Title: The Bones of Ruin
Author: Sarah Raughley
Genre: YA Fantasy
Page Count: 496
Publisher: Margaret K. McElderry Books
Date Published: September 7, 2021
You can find it here: Bookshop.org
As an African tightrope dancer in Victorian London, Iris is used to being strange. She is certainly a strange sight for leering British audiences always eager for the spectacle of colonial curiosity. But Iris also has a secret that even “strange” doesn’t capture…
She cannot die.
Haunted by her unnatural power and with no memories of her past, Iris is obsessed with discovering who she is. But that mission gets more complicated when she meets the dark and alluring Adam Temple, a member of a mysterious order called the Enlightenment Committee. Adam seems to know much more about her than he lets on, and he shares with her a terrifying revelation: the world is ending, and the Committee will decide who lives…and who doesn’t.
To help them choose a leader for the upcoming apocalypse, the Committee is holding the Tournament of Freaks, a macabre competition made up of vicious fighters with fantastical abilities. Adam wants Iris to be his champion, and in return he promises her the one thing she wants most: the truth about who she really is.

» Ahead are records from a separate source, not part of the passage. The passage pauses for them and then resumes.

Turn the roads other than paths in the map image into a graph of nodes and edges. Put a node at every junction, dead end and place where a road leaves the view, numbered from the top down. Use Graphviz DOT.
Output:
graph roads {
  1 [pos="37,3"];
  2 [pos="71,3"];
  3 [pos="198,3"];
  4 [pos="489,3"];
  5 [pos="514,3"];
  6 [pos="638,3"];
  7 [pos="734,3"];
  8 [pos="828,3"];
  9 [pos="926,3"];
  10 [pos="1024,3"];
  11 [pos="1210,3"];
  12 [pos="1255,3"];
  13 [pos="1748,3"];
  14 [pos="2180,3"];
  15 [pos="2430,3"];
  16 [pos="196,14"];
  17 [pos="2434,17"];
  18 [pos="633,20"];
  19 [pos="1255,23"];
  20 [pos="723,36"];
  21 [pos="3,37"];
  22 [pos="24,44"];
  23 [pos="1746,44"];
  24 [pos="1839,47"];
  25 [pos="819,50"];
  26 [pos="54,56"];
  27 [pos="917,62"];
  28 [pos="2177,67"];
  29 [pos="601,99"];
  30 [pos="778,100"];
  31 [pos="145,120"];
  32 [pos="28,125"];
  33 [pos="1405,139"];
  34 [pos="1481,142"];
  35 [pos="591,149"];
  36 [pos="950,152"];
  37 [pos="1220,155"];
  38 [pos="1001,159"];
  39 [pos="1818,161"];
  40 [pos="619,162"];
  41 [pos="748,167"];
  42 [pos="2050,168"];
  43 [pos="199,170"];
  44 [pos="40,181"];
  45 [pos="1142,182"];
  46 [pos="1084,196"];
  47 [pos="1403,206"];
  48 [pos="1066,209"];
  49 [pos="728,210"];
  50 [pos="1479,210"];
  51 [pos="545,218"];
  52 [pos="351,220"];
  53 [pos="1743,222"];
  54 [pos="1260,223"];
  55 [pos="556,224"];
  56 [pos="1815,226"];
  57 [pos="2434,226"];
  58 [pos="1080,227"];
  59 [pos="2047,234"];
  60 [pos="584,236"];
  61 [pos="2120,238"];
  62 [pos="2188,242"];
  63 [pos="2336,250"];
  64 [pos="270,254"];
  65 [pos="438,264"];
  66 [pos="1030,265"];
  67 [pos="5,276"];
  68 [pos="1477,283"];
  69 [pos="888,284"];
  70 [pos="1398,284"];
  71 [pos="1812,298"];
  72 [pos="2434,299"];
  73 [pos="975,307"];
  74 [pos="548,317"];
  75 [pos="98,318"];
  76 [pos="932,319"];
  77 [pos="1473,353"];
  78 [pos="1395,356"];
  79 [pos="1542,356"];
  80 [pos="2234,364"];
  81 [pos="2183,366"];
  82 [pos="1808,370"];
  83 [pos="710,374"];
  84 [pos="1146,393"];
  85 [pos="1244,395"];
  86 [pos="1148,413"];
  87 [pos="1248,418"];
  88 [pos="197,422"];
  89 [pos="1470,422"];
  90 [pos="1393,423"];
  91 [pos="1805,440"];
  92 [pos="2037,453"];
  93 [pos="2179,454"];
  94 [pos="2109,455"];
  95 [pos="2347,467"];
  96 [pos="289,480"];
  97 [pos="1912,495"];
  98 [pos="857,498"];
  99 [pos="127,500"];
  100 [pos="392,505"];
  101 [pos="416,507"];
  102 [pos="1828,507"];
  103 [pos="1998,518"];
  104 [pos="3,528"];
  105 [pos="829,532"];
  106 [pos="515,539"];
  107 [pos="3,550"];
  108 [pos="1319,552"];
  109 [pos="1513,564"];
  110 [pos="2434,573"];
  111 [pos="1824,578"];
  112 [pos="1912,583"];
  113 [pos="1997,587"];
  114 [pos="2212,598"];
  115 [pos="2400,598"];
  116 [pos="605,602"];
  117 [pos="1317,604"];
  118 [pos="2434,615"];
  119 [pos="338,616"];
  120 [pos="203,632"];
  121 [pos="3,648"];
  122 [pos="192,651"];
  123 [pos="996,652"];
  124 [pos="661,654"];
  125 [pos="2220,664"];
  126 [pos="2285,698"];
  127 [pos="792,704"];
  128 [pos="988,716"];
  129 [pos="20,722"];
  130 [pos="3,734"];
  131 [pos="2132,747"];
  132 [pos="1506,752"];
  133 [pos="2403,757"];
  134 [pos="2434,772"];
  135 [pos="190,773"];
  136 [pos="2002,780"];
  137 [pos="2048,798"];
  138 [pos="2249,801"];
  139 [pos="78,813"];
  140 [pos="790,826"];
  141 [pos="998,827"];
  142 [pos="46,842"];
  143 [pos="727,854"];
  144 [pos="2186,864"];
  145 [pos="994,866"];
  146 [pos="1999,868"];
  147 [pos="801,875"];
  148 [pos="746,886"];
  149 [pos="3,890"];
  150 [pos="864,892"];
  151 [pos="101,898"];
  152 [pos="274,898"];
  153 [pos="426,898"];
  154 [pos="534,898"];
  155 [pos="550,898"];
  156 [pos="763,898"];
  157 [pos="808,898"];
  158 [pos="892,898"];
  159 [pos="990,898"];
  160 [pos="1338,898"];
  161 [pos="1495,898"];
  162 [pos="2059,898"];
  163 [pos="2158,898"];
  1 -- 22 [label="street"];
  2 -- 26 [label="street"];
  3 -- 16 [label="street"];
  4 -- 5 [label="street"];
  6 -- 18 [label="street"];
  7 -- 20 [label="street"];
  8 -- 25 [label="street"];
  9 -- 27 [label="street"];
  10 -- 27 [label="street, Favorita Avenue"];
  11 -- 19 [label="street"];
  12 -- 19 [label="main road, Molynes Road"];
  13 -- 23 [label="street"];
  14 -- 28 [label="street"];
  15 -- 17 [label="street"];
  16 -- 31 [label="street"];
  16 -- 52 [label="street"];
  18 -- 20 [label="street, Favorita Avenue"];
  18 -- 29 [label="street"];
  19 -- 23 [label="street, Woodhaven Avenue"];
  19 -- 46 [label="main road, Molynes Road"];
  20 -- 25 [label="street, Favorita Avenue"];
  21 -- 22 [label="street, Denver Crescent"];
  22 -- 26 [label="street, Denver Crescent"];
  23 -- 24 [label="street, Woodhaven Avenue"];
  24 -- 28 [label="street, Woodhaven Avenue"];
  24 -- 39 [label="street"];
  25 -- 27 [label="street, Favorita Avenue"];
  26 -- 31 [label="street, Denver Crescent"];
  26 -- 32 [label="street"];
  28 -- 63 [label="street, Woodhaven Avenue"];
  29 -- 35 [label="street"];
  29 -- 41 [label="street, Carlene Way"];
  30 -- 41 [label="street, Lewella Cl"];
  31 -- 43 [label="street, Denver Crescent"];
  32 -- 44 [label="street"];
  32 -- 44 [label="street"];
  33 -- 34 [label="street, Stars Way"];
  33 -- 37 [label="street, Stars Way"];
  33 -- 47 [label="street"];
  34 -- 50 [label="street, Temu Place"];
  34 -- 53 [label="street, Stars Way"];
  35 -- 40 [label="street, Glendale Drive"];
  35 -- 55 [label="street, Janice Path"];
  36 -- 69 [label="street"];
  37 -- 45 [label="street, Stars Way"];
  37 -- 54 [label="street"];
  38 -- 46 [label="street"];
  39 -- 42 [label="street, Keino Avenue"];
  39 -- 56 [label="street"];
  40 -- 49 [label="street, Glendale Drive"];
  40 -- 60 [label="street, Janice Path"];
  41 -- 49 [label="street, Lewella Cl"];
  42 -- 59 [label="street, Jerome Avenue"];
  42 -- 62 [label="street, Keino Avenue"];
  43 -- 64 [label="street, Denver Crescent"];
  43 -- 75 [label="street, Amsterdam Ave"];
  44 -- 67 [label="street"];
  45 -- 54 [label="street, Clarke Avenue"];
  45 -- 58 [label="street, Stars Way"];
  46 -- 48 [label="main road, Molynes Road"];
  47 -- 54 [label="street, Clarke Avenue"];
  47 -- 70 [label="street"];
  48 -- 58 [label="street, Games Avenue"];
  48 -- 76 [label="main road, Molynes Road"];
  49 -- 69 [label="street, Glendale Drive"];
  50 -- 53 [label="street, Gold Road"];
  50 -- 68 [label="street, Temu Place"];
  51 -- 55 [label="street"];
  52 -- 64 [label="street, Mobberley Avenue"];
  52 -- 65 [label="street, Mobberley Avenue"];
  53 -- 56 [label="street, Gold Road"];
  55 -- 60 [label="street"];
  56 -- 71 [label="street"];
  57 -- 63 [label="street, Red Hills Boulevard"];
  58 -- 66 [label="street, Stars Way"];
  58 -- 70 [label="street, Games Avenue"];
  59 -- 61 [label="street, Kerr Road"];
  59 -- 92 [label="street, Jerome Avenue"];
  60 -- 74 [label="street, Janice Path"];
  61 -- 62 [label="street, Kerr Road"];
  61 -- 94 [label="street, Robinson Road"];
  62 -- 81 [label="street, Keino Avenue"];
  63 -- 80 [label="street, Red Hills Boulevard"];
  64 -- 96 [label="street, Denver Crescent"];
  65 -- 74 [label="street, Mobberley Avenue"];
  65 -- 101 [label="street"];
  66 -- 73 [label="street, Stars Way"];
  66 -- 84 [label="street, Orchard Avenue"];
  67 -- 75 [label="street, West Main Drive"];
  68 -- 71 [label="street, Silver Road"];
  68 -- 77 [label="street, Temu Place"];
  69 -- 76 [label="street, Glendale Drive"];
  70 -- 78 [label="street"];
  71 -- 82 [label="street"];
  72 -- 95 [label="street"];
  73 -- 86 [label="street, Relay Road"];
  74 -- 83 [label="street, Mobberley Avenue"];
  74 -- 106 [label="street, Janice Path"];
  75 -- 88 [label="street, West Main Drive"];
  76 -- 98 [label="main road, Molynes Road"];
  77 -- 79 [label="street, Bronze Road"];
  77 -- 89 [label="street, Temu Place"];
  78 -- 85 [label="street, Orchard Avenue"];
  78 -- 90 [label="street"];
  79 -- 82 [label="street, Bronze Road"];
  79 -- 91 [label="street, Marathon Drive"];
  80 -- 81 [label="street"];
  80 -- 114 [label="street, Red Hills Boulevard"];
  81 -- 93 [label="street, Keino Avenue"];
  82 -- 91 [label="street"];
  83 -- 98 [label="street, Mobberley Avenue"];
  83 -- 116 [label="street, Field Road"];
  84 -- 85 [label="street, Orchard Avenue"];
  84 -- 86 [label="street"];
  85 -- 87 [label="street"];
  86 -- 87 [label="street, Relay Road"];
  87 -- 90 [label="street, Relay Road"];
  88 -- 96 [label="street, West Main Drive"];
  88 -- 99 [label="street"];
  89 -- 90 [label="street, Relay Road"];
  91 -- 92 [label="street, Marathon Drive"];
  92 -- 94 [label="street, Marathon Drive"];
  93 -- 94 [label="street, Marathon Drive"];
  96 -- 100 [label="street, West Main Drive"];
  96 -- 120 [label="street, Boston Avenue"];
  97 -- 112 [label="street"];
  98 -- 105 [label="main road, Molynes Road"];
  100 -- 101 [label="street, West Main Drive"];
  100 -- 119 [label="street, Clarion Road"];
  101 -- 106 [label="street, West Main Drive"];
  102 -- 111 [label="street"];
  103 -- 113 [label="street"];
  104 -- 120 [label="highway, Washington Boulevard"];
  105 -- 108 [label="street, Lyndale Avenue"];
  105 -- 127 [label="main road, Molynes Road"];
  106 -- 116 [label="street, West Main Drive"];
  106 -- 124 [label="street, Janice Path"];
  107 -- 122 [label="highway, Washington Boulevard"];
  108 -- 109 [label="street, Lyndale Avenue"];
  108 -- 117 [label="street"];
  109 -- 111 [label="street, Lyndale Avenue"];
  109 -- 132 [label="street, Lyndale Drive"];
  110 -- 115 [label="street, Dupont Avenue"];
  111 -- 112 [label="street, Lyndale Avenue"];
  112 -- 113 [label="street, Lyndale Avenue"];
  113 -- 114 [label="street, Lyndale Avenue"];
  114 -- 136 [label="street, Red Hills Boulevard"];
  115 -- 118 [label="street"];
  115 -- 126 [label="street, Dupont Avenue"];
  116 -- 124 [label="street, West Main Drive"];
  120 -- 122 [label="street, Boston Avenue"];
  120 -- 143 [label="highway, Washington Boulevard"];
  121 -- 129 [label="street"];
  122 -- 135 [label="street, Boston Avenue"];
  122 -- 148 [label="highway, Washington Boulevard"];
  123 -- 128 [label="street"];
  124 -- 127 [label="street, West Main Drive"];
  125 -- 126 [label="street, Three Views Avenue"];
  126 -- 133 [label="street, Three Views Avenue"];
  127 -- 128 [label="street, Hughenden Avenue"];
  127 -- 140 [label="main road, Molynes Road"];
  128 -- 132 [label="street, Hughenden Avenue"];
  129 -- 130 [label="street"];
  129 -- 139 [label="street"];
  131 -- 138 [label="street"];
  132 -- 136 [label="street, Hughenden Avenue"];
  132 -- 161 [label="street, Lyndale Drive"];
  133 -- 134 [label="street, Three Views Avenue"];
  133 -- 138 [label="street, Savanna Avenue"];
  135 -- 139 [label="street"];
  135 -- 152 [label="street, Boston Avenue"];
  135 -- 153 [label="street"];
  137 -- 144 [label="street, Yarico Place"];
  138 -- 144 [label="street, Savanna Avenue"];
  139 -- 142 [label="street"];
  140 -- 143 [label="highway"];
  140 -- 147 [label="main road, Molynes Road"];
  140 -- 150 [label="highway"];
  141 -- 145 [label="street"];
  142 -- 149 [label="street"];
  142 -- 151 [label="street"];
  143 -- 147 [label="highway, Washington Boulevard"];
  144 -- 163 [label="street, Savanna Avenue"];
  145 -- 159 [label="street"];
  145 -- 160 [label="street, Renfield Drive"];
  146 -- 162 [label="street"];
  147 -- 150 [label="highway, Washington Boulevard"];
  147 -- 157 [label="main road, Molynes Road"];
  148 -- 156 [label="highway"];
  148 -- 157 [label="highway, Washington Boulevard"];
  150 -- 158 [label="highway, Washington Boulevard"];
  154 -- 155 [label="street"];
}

If Iris wants to learn about her shadowy past, she has no choice but to fight. But the further she gets in the grisly tournament, the more she begins to remember—and the more she wonders if the truth is something best left forgotten.
Three things stood out to me while reading this:
- I loathe harem and reverse harem love tropes … which I didn’t know about until reading The Bones of Ruin … essentially everyone, everywhere is in love with our main character Iris, and it is exhausting, unbelievable, and wholly lacking connection or development.
- A “competition to the death” really loses all sense of urgency or stakes when the main character CANNOT DIE. I mean, come on!
- The story has way too many elements competing with each other – not only is it confusing but tiresome, irksome, and loathsome. X-Men style teens with superpowers fighting in the streets of late 19th century London, an elite secret society of high brow gentlemen who enjoy ritual murder and games of death as they covet control over a mysterious “Ark style” object/machine that will bring forth the end of the world – but allow them to control the repopulation of a new world, colonialism, racism, a Hunger Games style competition of death, mysterious white crystals, bone skeletons, and at least 20 different characters. Just, choose a damn lane!
Sarcasm aside, I was truly invested in this story for the first 50-100 pages, before the story exploded into too many directions. Iris being adored by at least two characters (and oftentimes more) was completely unnecessary. Having the competition work in teams of two partners would’ve been greatly beneficial by simply focusing on developing two strong characters and their connection.
The book is gorier and bloodier than I thought and the premise is compellingly original, but the execution fell apart for me with an overly bloated page count, a story that tried to take on too many plots, a character that wasn’t just detestable, egocentric, and hypocritical, but lacked any urgency or stakes because she simply couldn’t die in this game of death. Sadly, a frustratingly big miss for me.